This is an official implementation of FUMET, which trains monocular depth estimators and makes them learn metric scale only from dashcam videos. FUMET is introduced in
Camera Height Doesn't Change: Unsupervised Training for Metric Monocular Road-Scene Depth Estimation
NOTE: All data, codes, and weights will be publicly available soon.
(1) Build with Apptainer (formerly Singularity)
We built the environment with SingularityCE 3.10.4. You have to install Apptainer/Singularity in advance. Please refer to its official documentation.
You can build and run the environment with the following command:
singularity build --fakeroot fumet.sif fumet.def
singularity run --nv fumet.sif
We tested our code on Ubuntu18.04 with CUDA11.7.1 and cuDNN8. You have to install pyenv
or install Python 3.10.4 locally in advance.

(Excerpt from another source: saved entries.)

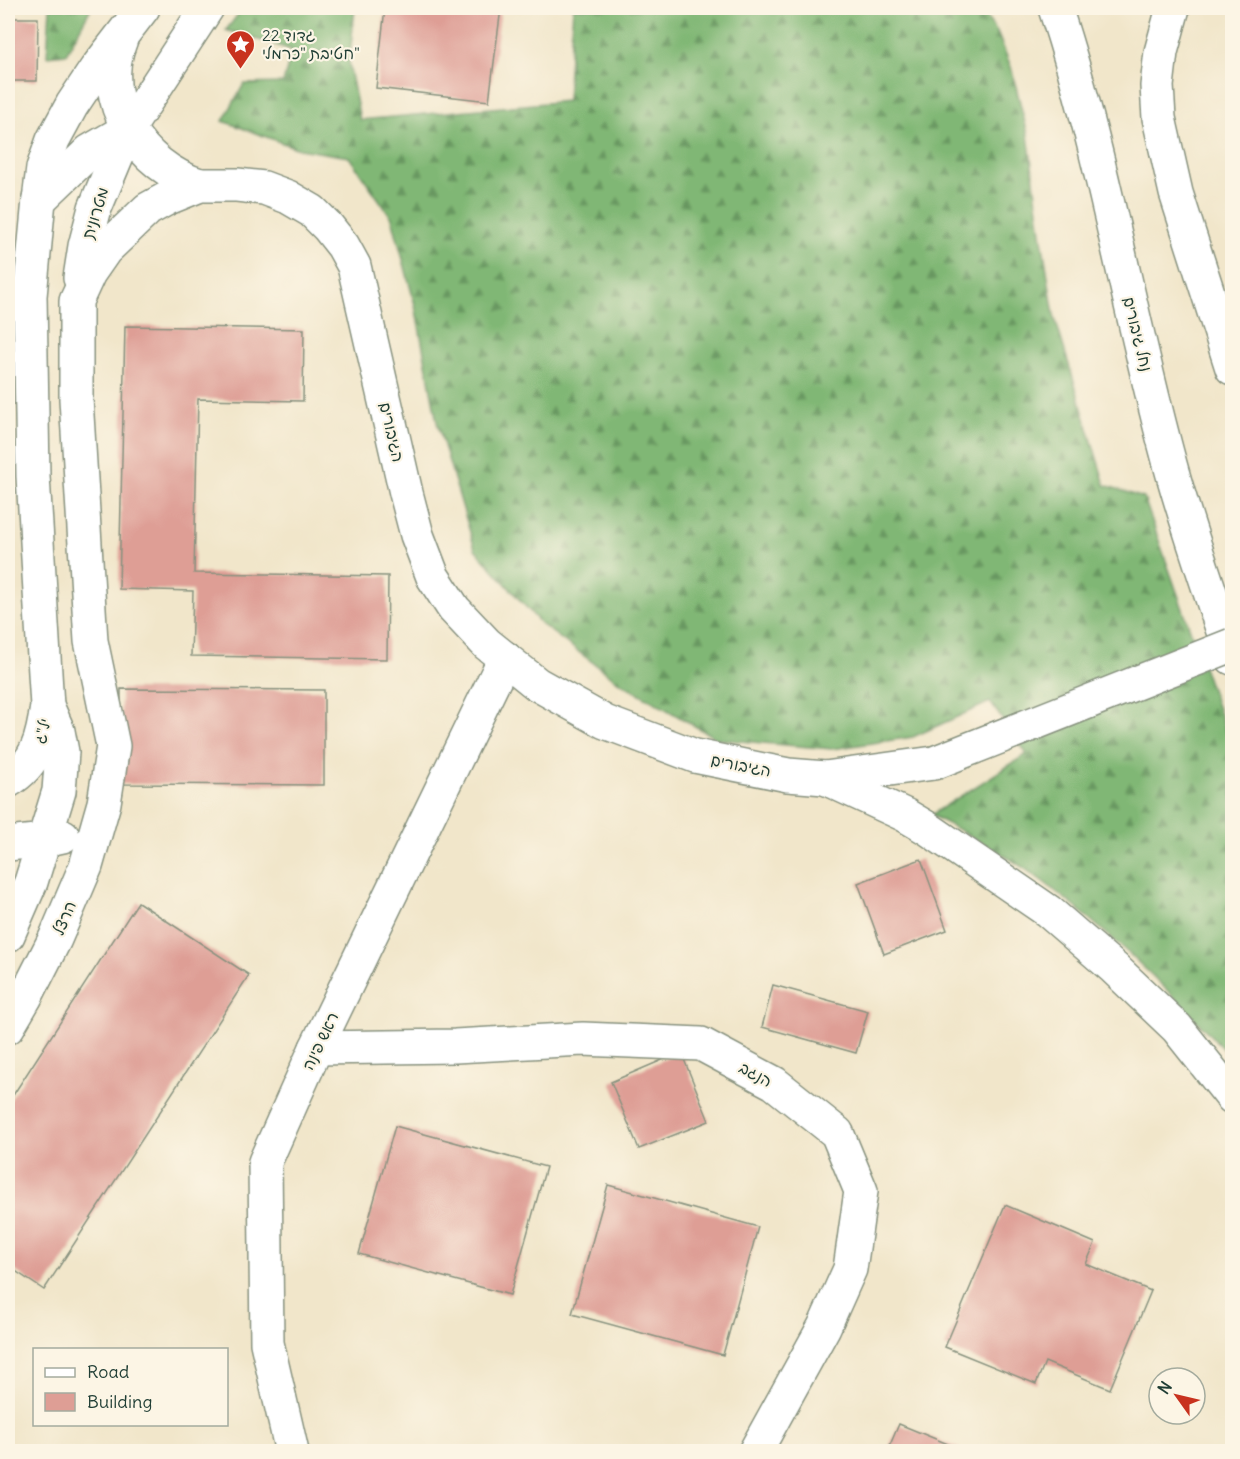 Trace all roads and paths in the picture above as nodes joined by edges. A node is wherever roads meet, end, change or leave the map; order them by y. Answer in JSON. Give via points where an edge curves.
{"nodes":[{"id":1,"x":207,"y":8,"type":"edge"},
{"id":2,"x":1055,"y":8,"type":"edge"},
{"id":3,"x":1173,"y":8,"type":"edge"},
{"id":4,"x":134,"y":18,"type":"edge"},
{"id":5,"x":128,"y":129,"type":"junction"},
{"id":6,"x":200,"y":185,"type":"junction"},
{"id":7,"x":39,"y":200,"type":"junction"},
{"id":8,"x":30,"y":296,"type":"junction"},
{"id":9,"x":76,"y":301,"type":"junction"},
{"id":10,"x":8,"y":323,"type":"edge"},
{"id":11,"x":1233,"y":368,"type":"edge"},
{"id":12,"x":1233,"y":645,"type":"edge"},
{"id":13,"x":506,"y":658,"type":"junction"},
{"id":14,"x":1233,"y":658,"type":"edge"},
{"id":15,"x":48,"y":706,"type":"junction"},
{"id":16,"x":825,"y":778,"type":"junction"},
{"id":17,"x":8,"y":781,"type":"edge"},
{"id":18,"x":104,"y":803,"type":"junction"},
{"id":19,"x":45,"y":840,"type":"junction"},
{"id":20,"x":8,"y":844,"type":"edge"},
{"id":21,"x":8,"y":935,"type":"edge"},
{"id":22,"x":8,"y":1027,"type":"edge"},
{"id":23,"x":315,"y":1048,"type":"junction"},
{"id":24,"x":1233,"y":1097,"type":"edge"},
{"id":25,"x":292,"y":1452,"type":"edge"},
{"id":26,"x":755,"y":1452,"type":"edge"}],
"edges":[{"from":1,"to":5,"type":"street","name":"מטרונית"},
{"from":2,"to":14,"type":"street","name":"נחל גיבורים","via":[[1089,120],[1175,481]]},
{"from":3,"to":11,"type":"street","via":[[1161,52],[1159,118],[1176,193]]},
{"from":4,"to":5,"type":"street","via":[[119,44],[113,75],[114,93]]},
{"from":4,"to":7,"type":"street","via":[[72,105],[53,140],[43,168]]},
{"from":5,"to":6,"type":"street","via":[[152,159],[182,180]]},
{"from":5,"to":7,"type":"street","name":"מטרונית","via":[[90,151]]},
{"from":5,"to":9,"type":"street","name":"מטרונית","via":[[94,208]]},
{"from":6,"to":9,"type":"street","name":"הגיבורים","via":[[148,209],[124,230],[89,273]]},
{"from":6,"to":13,"type":"street","name":"הגיבורים","via":[[255,187],[288,197],[312,212],[344,246],[354,266],[406,493],[433,578],[454,609]]},
{"from":7,"to":8,"type":"street"},
{"from":8,"to":10,"type":"street","via":[[24,310]]},
{"from":8,"to":15,"type":"street","via":[[33,476]]},
{"from":9,"to":18,"type":"street","name":"הגיבורים","via":[[76,399],[91,641],[112,746]]},
{"from":12,"to":16,"type":"street","name":"הגיבורים","bridge":true,"via":[[934,763]]},
{"from":13,"to":16,"type":"street","name":"הגיבורים","via":[[537,684],[605,722],[695,756],[788,775]]},
{"from":13,"to":23,"type":"street","name":"ראש פינה"},
{"from":15,"to":17,"type":"street","name":"יל\"ג","via":[[37,751]]},
{"from":15,"to":19,"type":"street","via":[[63,752],[59,791]]},
{"from":16,"to":24,"type":"street","via":[[927,828],[1048,911],[1177,1028]]},
{"from":18,"to":19,"type":"street","via":[[84,823],[63,836]]},
{"from":18,"to":22,"type":"street","name":"הרצל","via":[[86,866],[55,939]]},
{"from":19,"to":20,"type":"street"},
{"from":19,"to":21,"type":"street"},
{"from":23,"to":25,"type":"street","name":"ראש פינה","via":[[265,1162],[267,1343]]},
{"from":23,"to":26,"type":"street","name":"הנגב","via":[[583,1039],[701,1044],[774,1083],[837,1133],[861,1191],[850,1269],[824,1327]]}]}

Here is the command to build with pyenv
.
pyenv install 3.10.4
pyenv local 3.10.4
python -m venv venv
source venv/bin/activate
pip install -U pip
pip install -r requirements.txt
So far, we only provide the training dataset with 640x192 resolution for KITTI and 512x192 resolution for Cityscapes.

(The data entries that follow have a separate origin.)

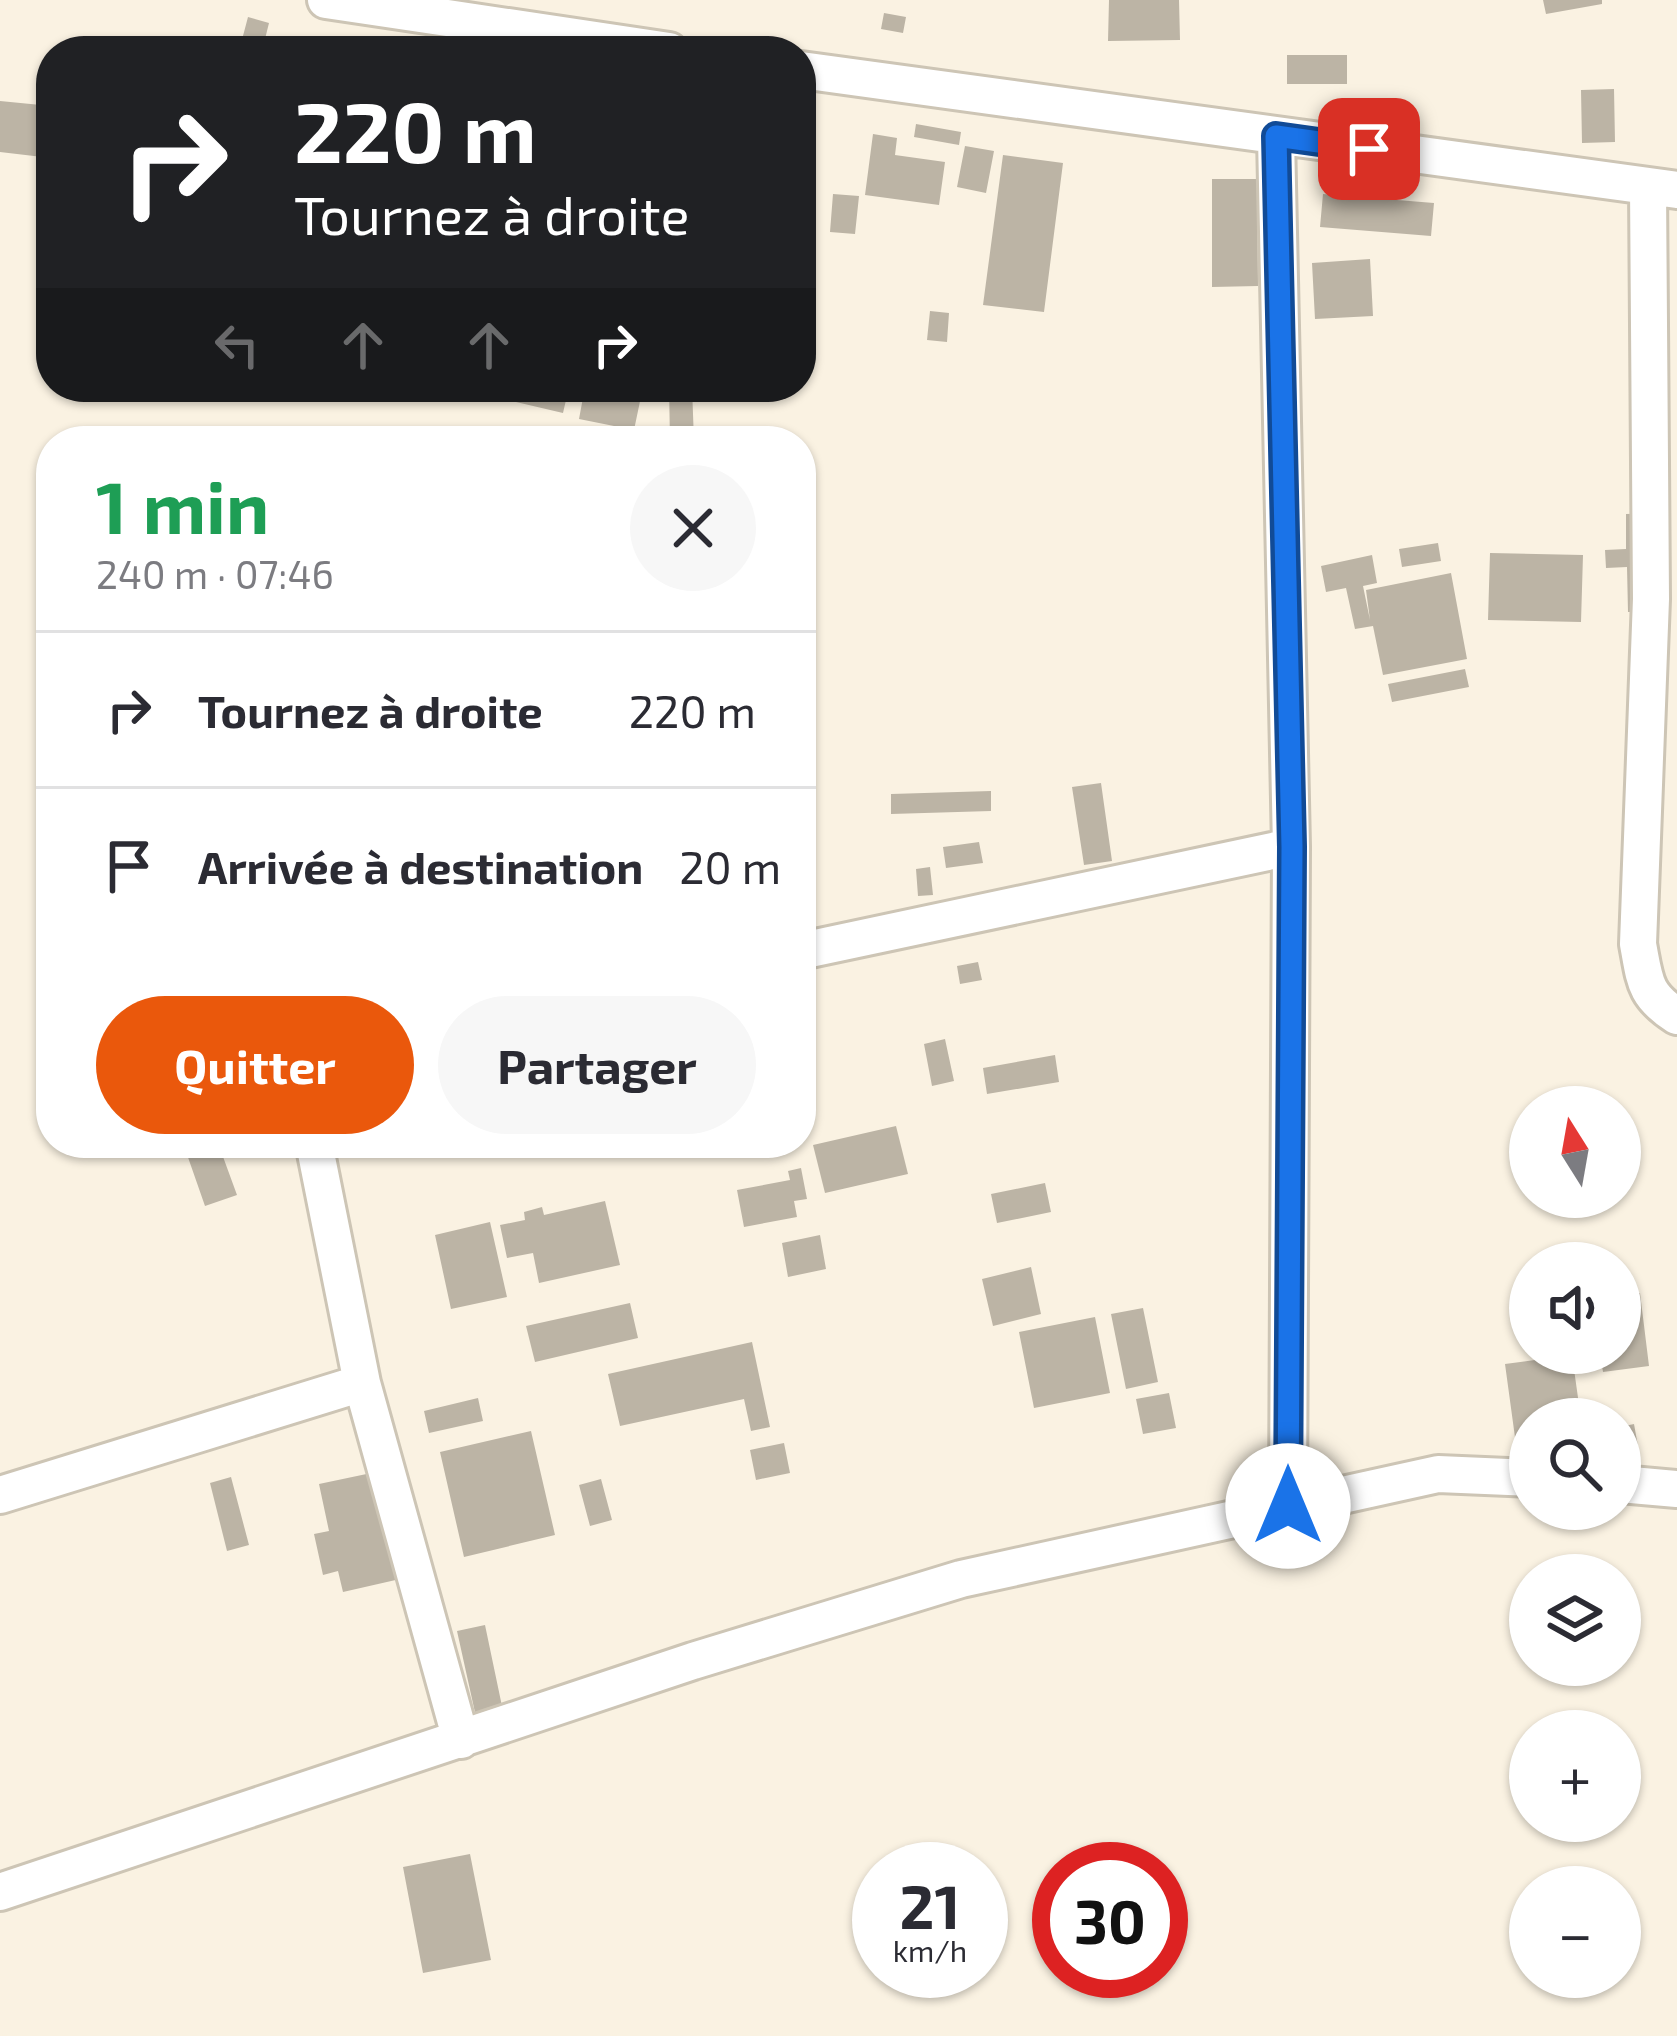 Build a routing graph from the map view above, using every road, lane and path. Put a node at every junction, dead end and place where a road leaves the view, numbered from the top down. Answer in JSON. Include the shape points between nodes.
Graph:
{"nodes":[{"id":1,"x":326,"y":0,"type":"edge"},
{"id":2,"x":568,"y":36,"type":"edge"},
{"id":3,"x":816,"y":72,"type":"edge"},
{"id":4,"x":1276,"y":136,"type":"junction"},
{"id":5,"x":1662,"y":189,"type":"edge"},
{"id":6,"x":1292,"y":847,"type":"junction"},
{"id":7,"x":816,"y":948,"type":"edge"},
{"id":8,"x":1677,"y":1016,"type":"edge"},
{"id":9,"x":317,"y":1158,"type":"edge"},
{"id":10,"x":362,"y":1383,"type":"junction"},
{"id":11,"x":1509,"y":1477,"type":"edge"},
{"id":12,"x":1641,"y":1486,"type":"edge"},
{"id":13,"x":1677,"y":1489,"type":"edge"},
{"id":14,"x":0,"y":1496,"type":"edge"},
{"id":15,"x":1288,"y":1506,"type":"junction"},
{"id":16,"x":461,"y":1740,"type":"junction"},
{"id":17,"x":0,"y":1892,"type":"edge"}],
"edges":[{"from":1,"to":2,"type":"street"},
{"from":3,"to":4,"type":"street"},
{"from":4,"to":5,"type":"street"},
{"from":4,"to":6,"type":"street"},
{"from":5,"to":8,"type":"street","via":[[1638,944],[1645,983]]},
{"from":6,"to":7,"type":"street"},
{"from":6,"to":15,"type":"street"},
{"from":9,"to":10,"type":"street"},
{"from":10,"to":14,"type":"street"},
{"from":10,"to":16,"type":"street"},
{"from":11,"to":15,"type":"street","via":[[1438,1474]]},
{"from":12,"to":13,"type":"street"},
{"from":15,"to":16,"type":"street","via":[[962,1579]]},
{"from":16,"to":17,"type":"street"}]}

Please refer to the documentation of Monodepth2 to download and unzip KITTI dataset. We expect that you have converted the png images to jpeg as in Monodepth2.
After downloading KITTI raw dataset, you have to download .npz
data, which consist of car masks and their estimated heights, from HERE.
Then, unzip the data and move under kitti_data
with the following command:
cd /path/to/fumet
unzip kitti_data_heights_segms.zip -d kitti_data_heights_segms
python3 preprocess/kitti_move_heights_segms.py
rmdir kitti_data_heights_segms
Please follow SfMLearner and download leftImg8bit_sequence_trainvaltest.zip
and camera_trainvaltest.zip
from the Cityscapes official page, then preprocess data with SfMLearner's prepare_train_data.py script. As ManyDepth, we used the following command:
python prepare_train_data.py \
--img_height 512 \
--img_width 1024 \
--dataset_dir <path to downloaded cityscapes data> \
--dataset_name cityscapes \
--dump_root /path/to/fumet/cityscapes_data \
--seq_length 3 \
--num_threads 8
We assume that the data will be stored in /path/to/fumet/cityscapes_data
.
You also have to download .npz
data including car masks and their estimated heights from HERE.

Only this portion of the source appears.